→ What you are asked to do
Using the records below, give the number of lines where the string "roads" shows up. Add nothing to it.

(Data extracted from a collection)
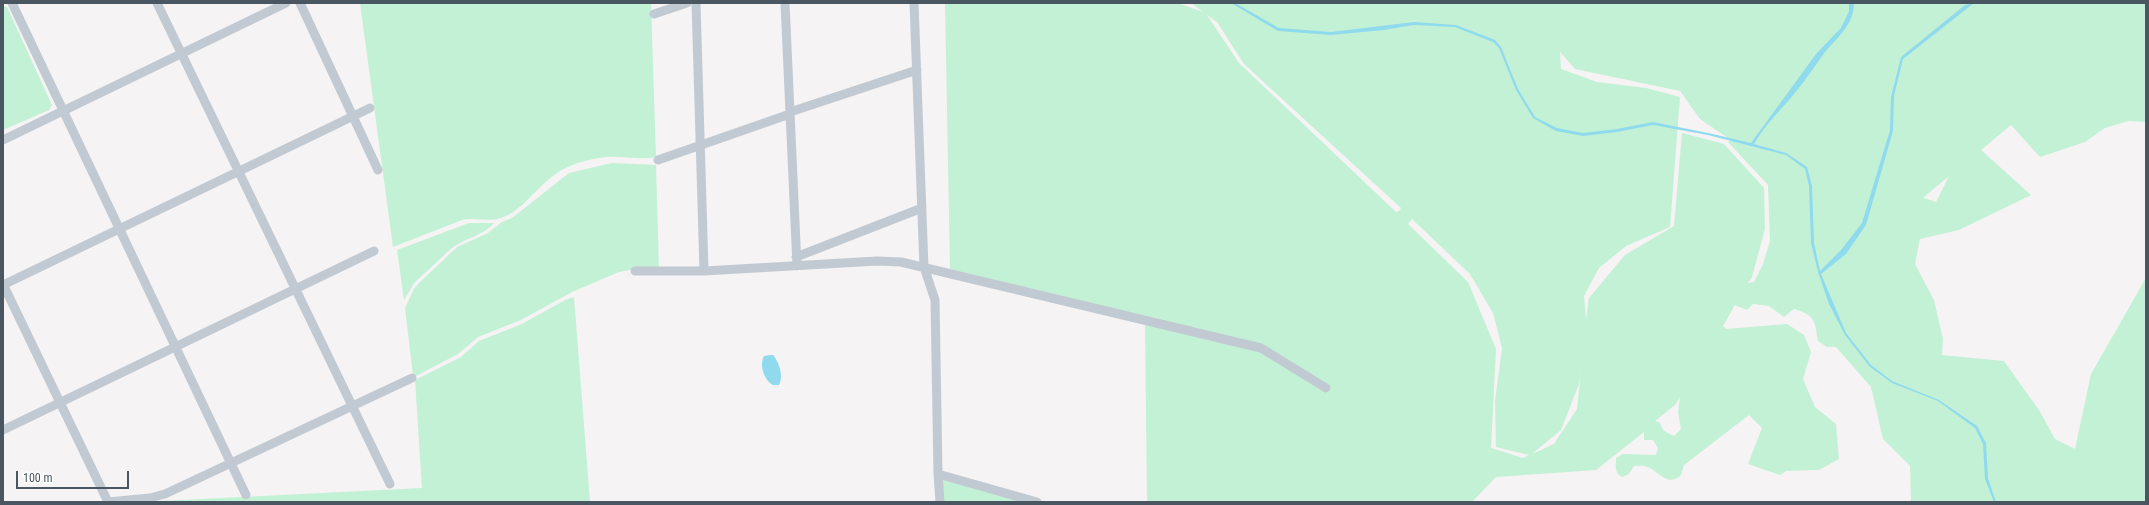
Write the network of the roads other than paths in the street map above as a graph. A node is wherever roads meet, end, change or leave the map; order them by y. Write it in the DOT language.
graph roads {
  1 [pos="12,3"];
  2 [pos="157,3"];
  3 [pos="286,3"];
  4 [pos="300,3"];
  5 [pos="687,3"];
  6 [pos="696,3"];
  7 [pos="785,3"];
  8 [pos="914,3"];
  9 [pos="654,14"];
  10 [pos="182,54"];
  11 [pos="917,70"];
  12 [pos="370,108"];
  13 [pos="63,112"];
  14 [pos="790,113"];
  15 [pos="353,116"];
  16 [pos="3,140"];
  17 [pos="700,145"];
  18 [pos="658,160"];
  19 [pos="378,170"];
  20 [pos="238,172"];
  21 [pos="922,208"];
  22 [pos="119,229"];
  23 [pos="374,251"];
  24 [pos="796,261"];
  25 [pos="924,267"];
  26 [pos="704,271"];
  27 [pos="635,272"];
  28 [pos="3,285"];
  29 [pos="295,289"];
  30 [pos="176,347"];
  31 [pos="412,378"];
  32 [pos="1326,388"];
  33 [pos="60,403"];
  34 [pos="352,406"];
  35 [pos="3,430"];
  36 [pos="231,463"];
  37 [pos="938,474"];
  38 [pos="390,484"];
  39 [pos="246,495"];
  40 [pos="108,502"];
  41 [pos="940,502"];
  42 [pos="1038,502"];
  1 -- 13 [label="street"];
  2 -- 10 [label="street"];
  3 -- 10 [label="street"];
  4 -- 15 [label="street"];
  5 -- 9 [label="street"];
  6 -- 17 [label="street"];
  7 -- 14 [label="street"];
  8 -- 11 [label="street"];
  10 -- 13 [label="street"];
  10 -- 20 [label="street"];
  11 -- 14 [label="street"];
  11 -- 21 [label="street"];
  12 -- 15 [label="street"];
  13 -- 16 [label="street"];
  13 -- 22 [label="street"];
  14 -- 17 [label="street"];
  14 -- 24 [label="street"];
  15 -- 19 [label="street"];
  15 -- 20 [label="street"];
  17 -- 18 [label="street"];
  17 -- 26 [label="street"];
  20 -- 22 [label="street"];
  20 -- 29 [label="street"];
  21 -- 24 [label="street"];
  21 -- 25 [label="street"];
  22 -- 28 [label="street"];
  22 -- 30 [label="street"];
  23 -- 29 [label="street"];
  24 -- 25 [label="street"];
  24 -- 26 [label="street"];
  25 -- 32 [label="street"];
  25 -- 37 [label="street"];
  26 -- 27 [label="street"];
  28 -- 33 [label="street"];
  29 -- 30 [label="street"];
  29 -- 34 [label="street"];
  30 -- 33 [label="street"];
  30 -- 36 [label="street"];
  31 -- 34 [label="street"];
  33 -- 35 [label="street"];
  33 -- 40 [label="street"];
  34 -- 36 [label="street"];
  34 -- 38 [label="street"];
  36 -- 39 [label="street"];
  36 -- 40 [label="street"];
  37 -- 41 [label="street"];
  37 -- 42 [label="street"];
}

→ Response
2